Nous y voilà enfin : 23 ans après notre première incursion dans Midgar en compagnie d'Avalanche, il est temps de rééquiper épée géante et bras armé, mais façon 2020. Développé d'abord par Cyberconnect 2, puis ré-internalisé chez Square Enix il y a 3 ans, Final Fantasy VII Remake est un projet très ambitieux étalé sur plusieurs jeux, sur lequel SE sait qu'il n'a pas forcément le droit à l'erreur : l'attente suscitée par ce nouveau regard sur LE jeu qui a ouvert les portes du J-RPG à de nombreux joueurs crève le plafond, et ce depuis son annonce en 2015 (un petit tour sur les reaction vids de l'annonce sur Youtube et vous devriez voir de quoi on parle). A l'heure où ces lignes sont écrites, la bête n'a quasiment plus aucun secret pour nous : est-elle à la hauteur de la légende ?
- Contenu du test : Cet article est basé sur une partie avec 64 heures de jeu au compteur.
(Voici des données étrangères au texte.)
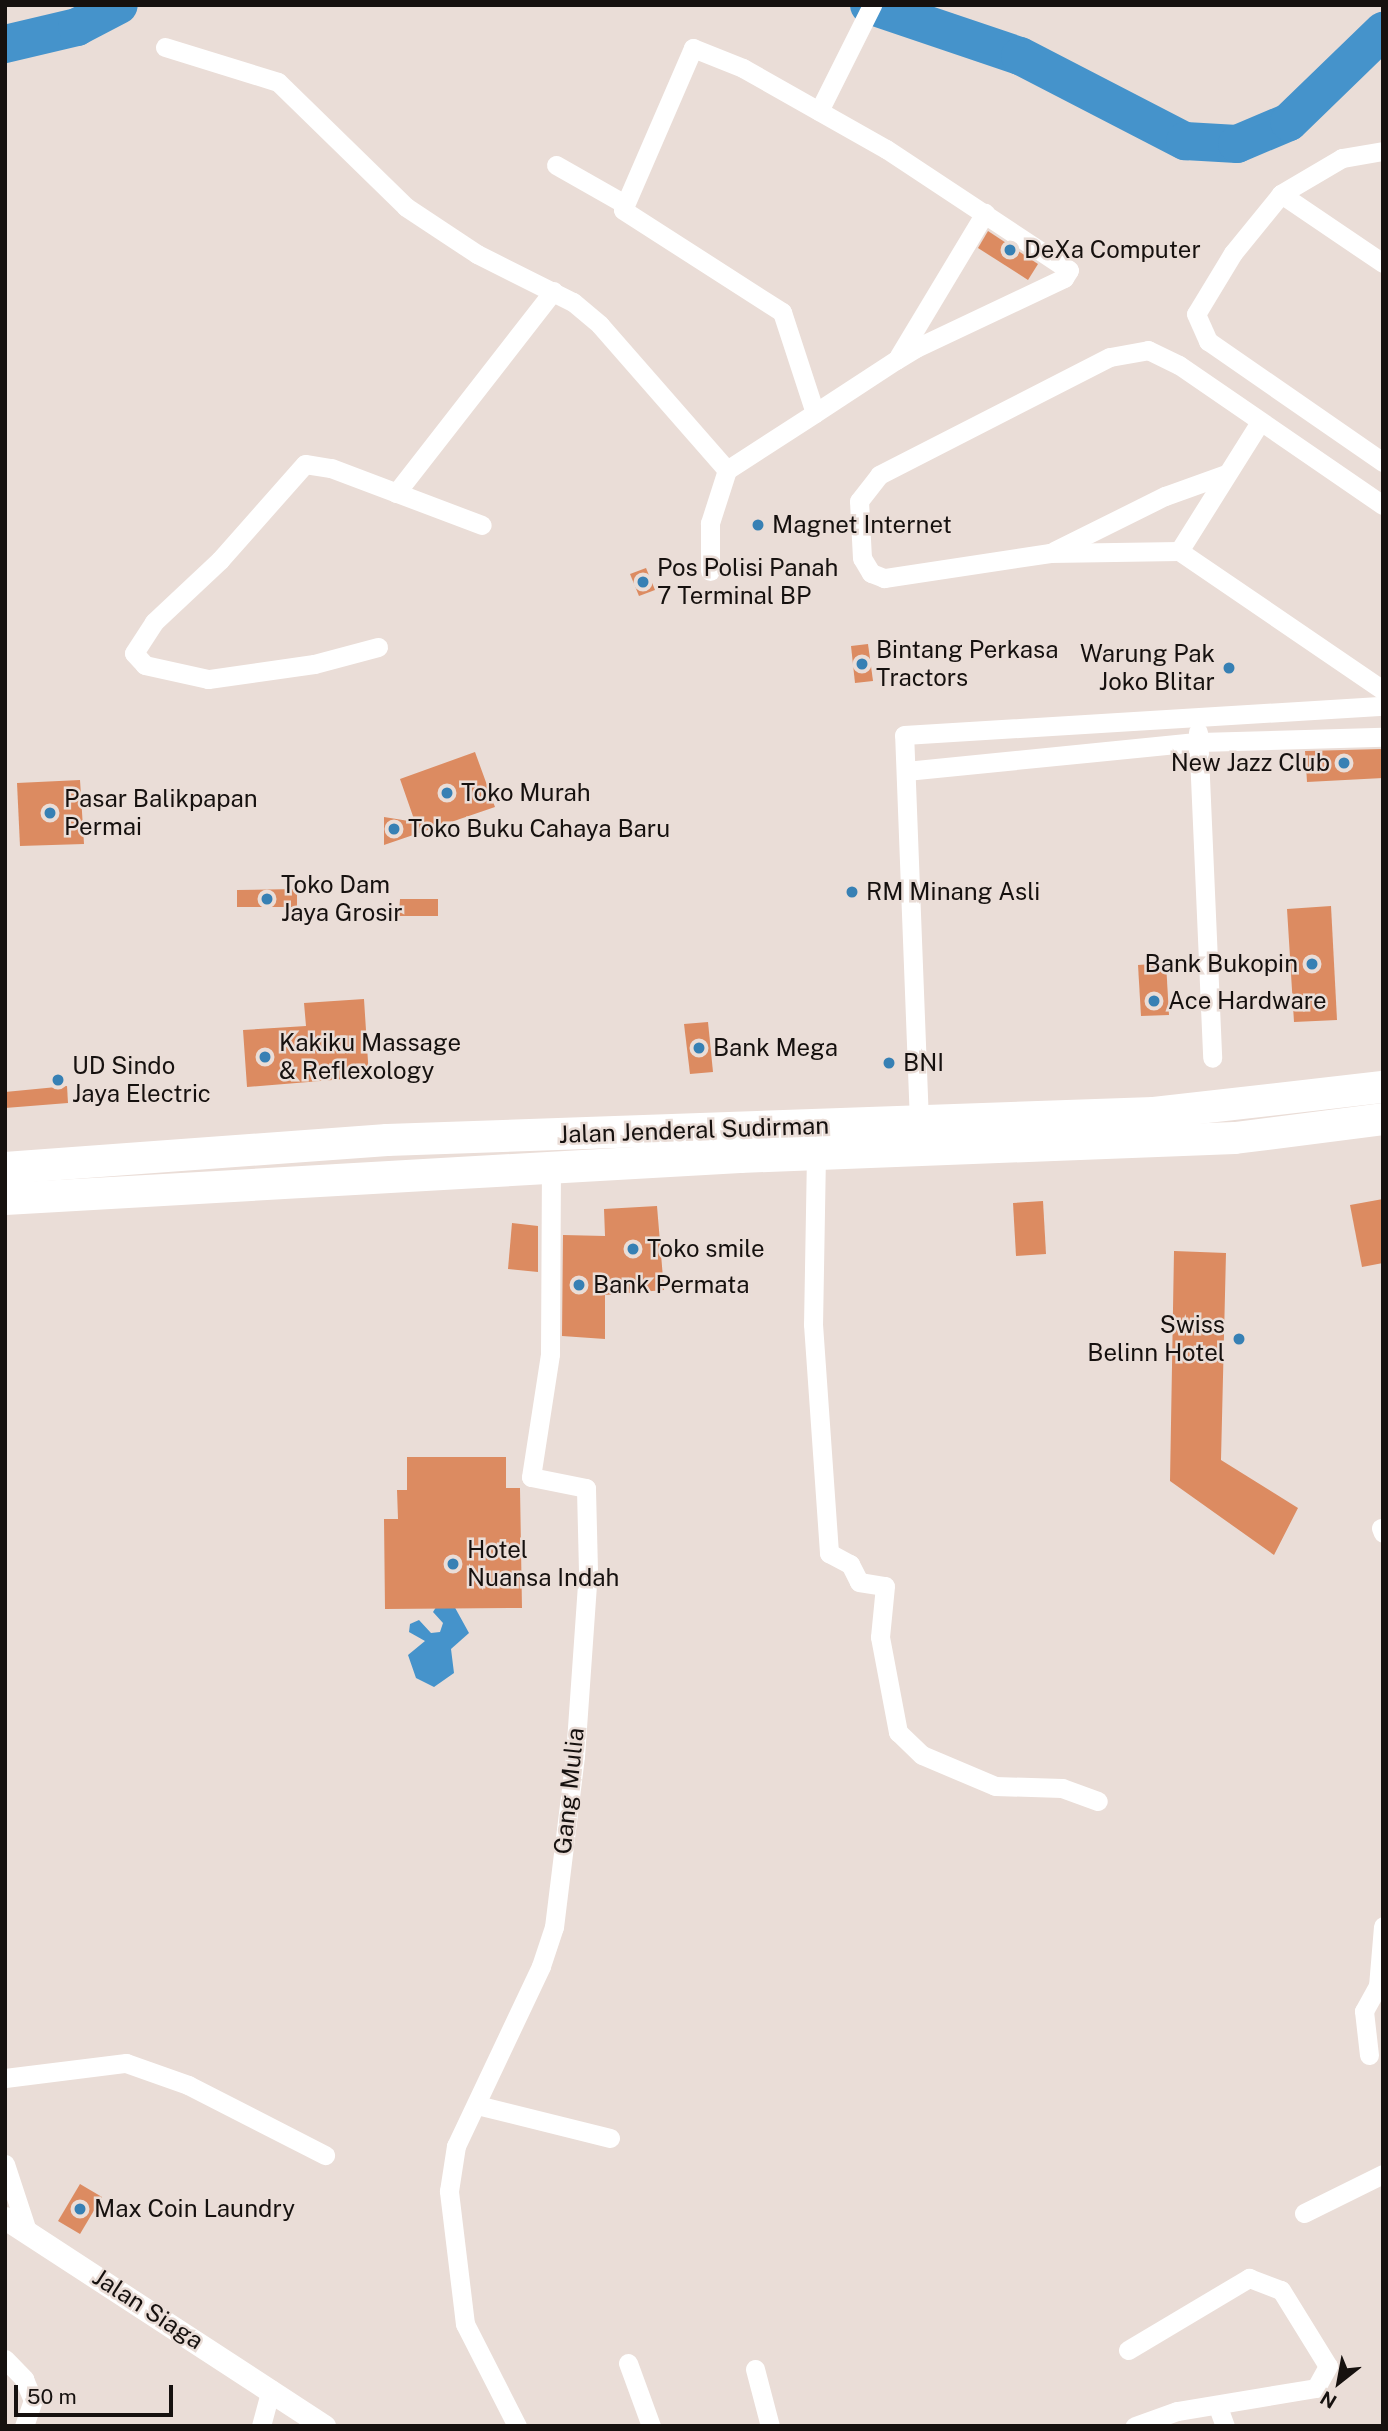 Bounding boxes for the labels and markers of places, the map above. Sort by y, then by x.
place label: DeXa Computer [1024,236,1201,264]
marker: DeXa Computer [1002,242,1018,258]
place label: Magnet Internet [772,511,952,539]
marker: Magnet Internet [750,517,766,533]
place label: Pos Polisi Panah 7 Terminal BP [657,554,838,610]
marker: Pos Polisi Panah 7 Terminal BP [635,574,651,590]
place label: Bintang Perkasa Tractors [876,636,1058,692]
place label: Warung Pak Joko Blitar [1080,640,1215,696]
marker: Bintang Perkasa Tractors [854,656,870,672]
marker: Warung Pak Joko Blitar [1221,660,1237,676]
place label: New Jazz Club [1171,749,1330,777]
marker: New Jazz Club [1336,755,1352,771]
place label: Toko Murah [461,779,591,807]
place label: Pasar Balikpapan Permai [64,785,258,841]
marker: Toko Murah [439,785,455,801]
marker: Pasar Balikpapan Permai [42,805,58,821]
place label: Toko Buku Cahaya Baru [408,815,670,843]
marker: Toko Buku Cahaya Baru [386,821,402,837]
place label: Toko Dam Jaya Grosir [281,871,403,927]
place label: RM Minang Asli [866,878,1040,906]
marker: RM Minang Asli [844,884,860,900]
marker: Toko Dam Jaya Grosir [259,891,275,907]
place label: Bank Bukopin [1145,950,1298,978]
marker: Bank Bukopin [1304,956,1320,972]
place label: Ace Hardware [1168,987,1327,1015]
marker: Ace Hardware [1146,993,1162,1009]
place label: Kakiku Massage & Reflexology [279,1029,461,1085]
place label: Bank Mega [713,1034,838,1062]
marker: Bank Mega [691,1040,707,1056]
marker: Kakiku Massage & Reflexology [257,1049,273,1065]
place label: BNI [903,1049,944,1077]
place label: UD Sindo Jaya Electric [72,1052,211,1108]
marker: BNI [881,1055,897,1071]
marker: UD Sindo Jaya Electric [50,1072,66,1088]
place label: Toko smile [647,1235,765,1263]
marker: Toko smile [625,1241,641,1257]
place label: Bank Permata [593,1271,750,1299]
marker: Bank Permata [571,1277,587,1293]
place label: Swiss Belinn Hotel [1087,1311,1225,1367]
marker: Swiss Belinn Hotel [1231,1331,1247,1347]
place label: Hotel Nuansa Indah [467,1536,619,1592]
marker: Hotel Nuansa Indah [445,1556,461,1572]
place label: Max Coin Laundry [94,2195,295,2223]
marker: Max Coin Laundry [72,2201,88,2217] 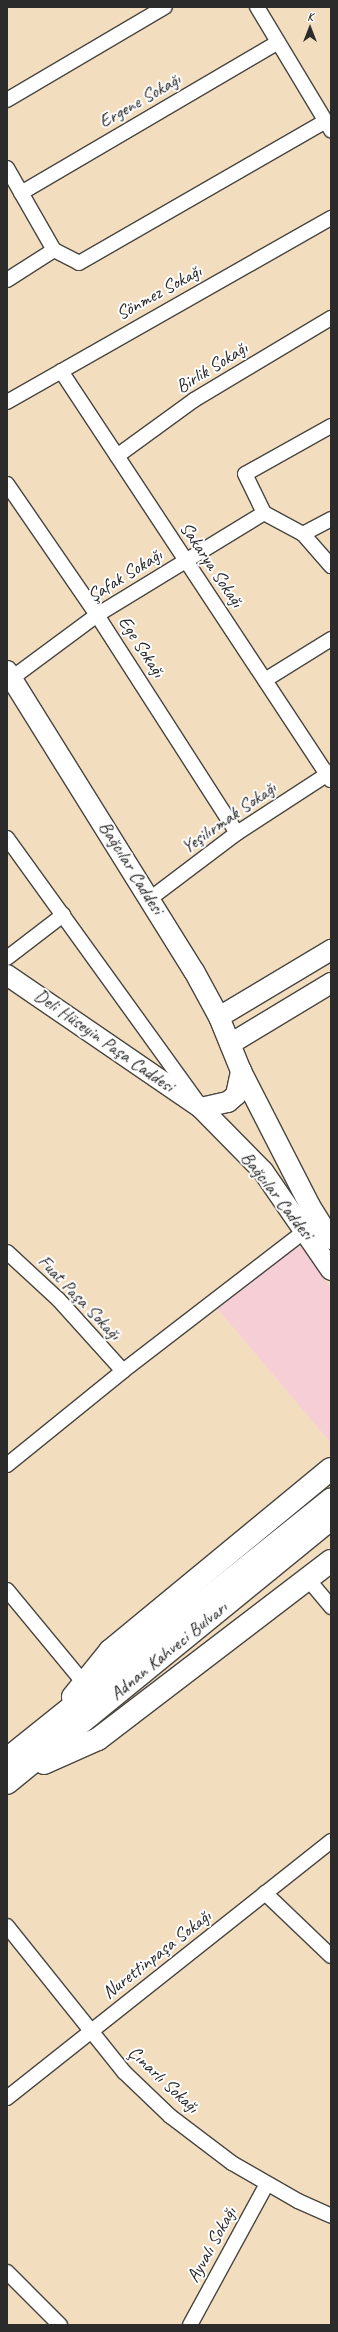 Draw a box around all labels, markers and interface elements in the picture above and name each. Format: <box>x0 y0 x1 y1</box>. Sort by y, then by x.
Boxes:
north arrow <box>290 8 330 48</box>
text: K <box>307 9 313 23</box>
street label: Ergene Sokağı <box>95 69 185 133</box>
street label: Sönmez Sokağı <box>113 260 205 326</box>
street label: Birlik Sokağı <box>172 337 252 399</box>
street label: Sakarya Sokağı <box>174 518 248 612</box>
street label: Şafak Sokağı <box>84 544 166 608</box>
street label: Ege Sokağı <box>113 612 169 682</box>
street label: Yeşilırmak Sokağı <box>177 777 281 859</box>
street label: Bağcılar Caddesi <box>93 817 169 919</box>
street label: Deli Hüseyin Paşa Caddesi <box>29 984 179 1098</box>
street label: Bağcılar Caddesi <box>235 1147 319 1245</box>
street label: Fuat Paşa Sokağı <box>32 1250 126 1346</box>
street label: Adnan Kahveci Bulvarı <box>105 1596 233 1706</box>
street label: Nurettinpaşa Sokağı <box>98 1906 216 2004</box>
street label: Çınarlı Sokağı <box>123 2042 203 2118</box>
street label: Ayvalı Sokağı <box>182 2203 242 2287</box> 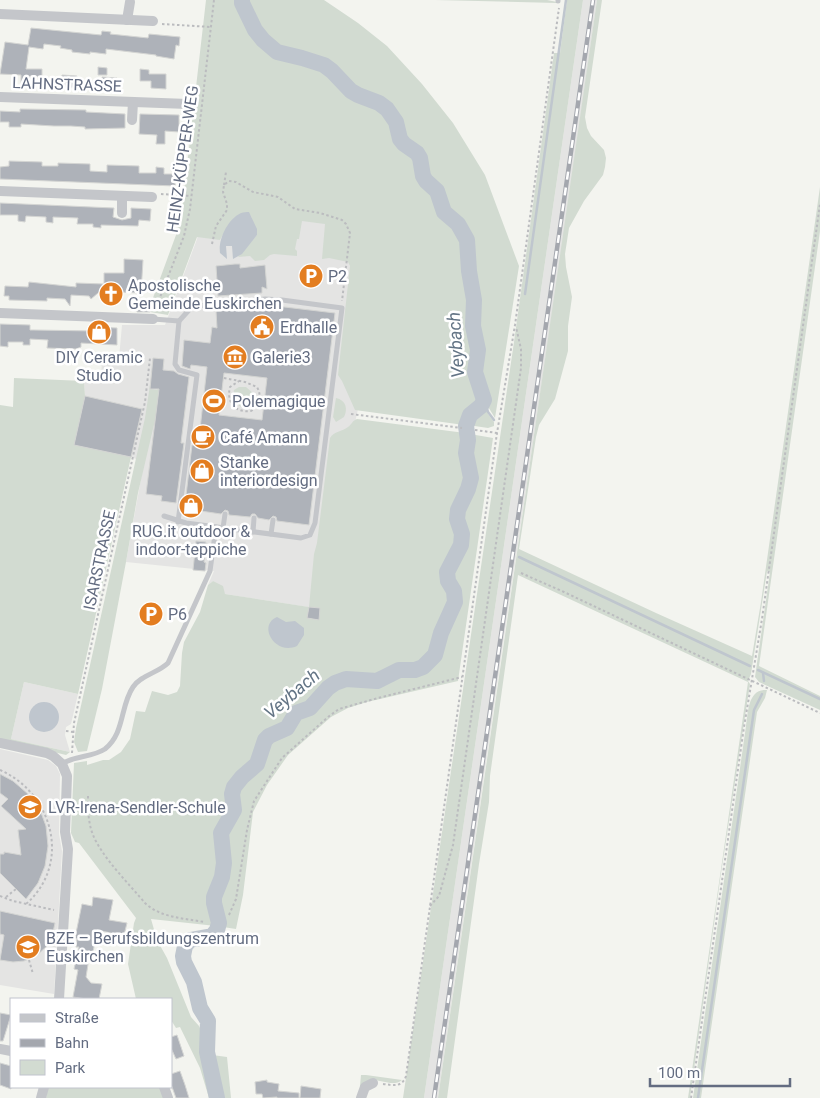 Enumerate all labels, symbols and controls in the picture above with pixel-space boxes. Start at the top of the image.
street label: LAHNSTRASSE [12,73,122,96]
street label: HEINZ-KÜPPER-WEG [163,84,202,234]
parking icon: P2 [298,263,324,289]
place label: P2 [328,267,347,286]
place label: Apostolische Gemeinde Euskirchen [128,276,282,313]
church icon: Apostolische Gemeinde Euskirchen [98,281,124,307]
water label: Veybach [443,311,468,379]
public building icon: Erdhalle [249,314,275,340]
place label: Erdhalle [280,318,337,337]
shop icon: DIY Ceramic Studio [86,319,112,345]
museum icon: Galerie3 [222,344,248,370]
place label: DIY Ceramic Studio [55,348,143,385]
place label: Galerie3 [252,348,311,367]
sports icon: Polemagique [201,388,227,414]
place label: Polemagique [232,392,326,411]
cafe icon: Café Amann [190,424,216,450]
place label: Café Amann [220,428,308,447]
place label: Stanke interiordesign [220,453,318,490]
shop icon: Stanke interiordesign [189,458,215,484]
shop icon: RUG.it outdoor & indoor-teppiche [178,493,204,519]
street label: ISARSTRASSE [80,508,119,612]
place label: RUG.it outdoor & indoor-teppiche [132,522,250,559]
parking icon: P6 [138,601,164,627]
place label: P6 [168,605,187,624]
water label: Veybach [260,664,324,723]
school or university icon: LVR-Irena-Sendler-Schule [17,794,43,820]
place label: LVR-Irena-Sendler-Schule [48,798,226,817]
place label: BZE – Berufsbildungszentrum Euskirchen [46,929,259,966]
school or university icon: BZE – Berufsbildungszentrum Euskirchen [15,934,41,960]
legend [10,998,172,1088]
text: Straße [55,1009,99,1027]
text: Bahn [55,1034,89,1052]
scale bar [650,1056,790,1088]
text: Park [55,1059,86,1077]
text: 100 m [658,1064,700,1082]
Pour vous donner un ordre d'idée, cela nous a laissé le temps de compléter FFVII Remake une première fois, puis d'enchainer sur une seconde partie (chapitre 12) dans un mode difficile fort intéressant, mais nous y reviendrons. Enfin, ce test ne contient absolument aucun spoiler scénaristique.
- Genre : Action-RPG
- Date de sortie : 10/04/2020
- Plateforme : PS4
- Développeur : Square Enix
- Éditeur : Square Enix
- Prix : 69,99€, disponible sur Amazon
- Testé sur : PS4 Pro
Un oeil dans le rétro
Scénario et écriture
On vous épargne le synopsis et les premières minutes du jeu : avec la démo, l'introduction et tout ce que Square Enix a diffusé jusqu'à aujourd'hui, vous devriez désormais être au courant de ce qui se passe lors de l'attaque du Réacteur 01. Mais tout de même, ce premier chapitre reste un bon exemple de ce que ce Remake fait de mieux en termes de narration et d'écriture, à savoir approfondir et réinventer des scènes que les nostalgiques connaissent par coeur, grâce à une multitude de dialogues dynamiques et de petites saynètes inédites. Le prolongement direct avec le chapitre 2 et la balade dans les rues sinistrées de Midgar est lui aussi franchement excellent, on y croit à mort et on se dit que si tout le jeu reste sur cette lancée, on va en prendre plein la pomme. Cependant, FFVII Remake se calme très vite et après la Bombing Mission, le rythme redescend d'un bon cran pour vous laisser découvrir le contenu annexe, mais aussi et surtout des arcs scénaristiques inédits, dont certains auront clairement des répercussions sur les prochains épisodes et donc sur le scénario global de Final Fantasy VII.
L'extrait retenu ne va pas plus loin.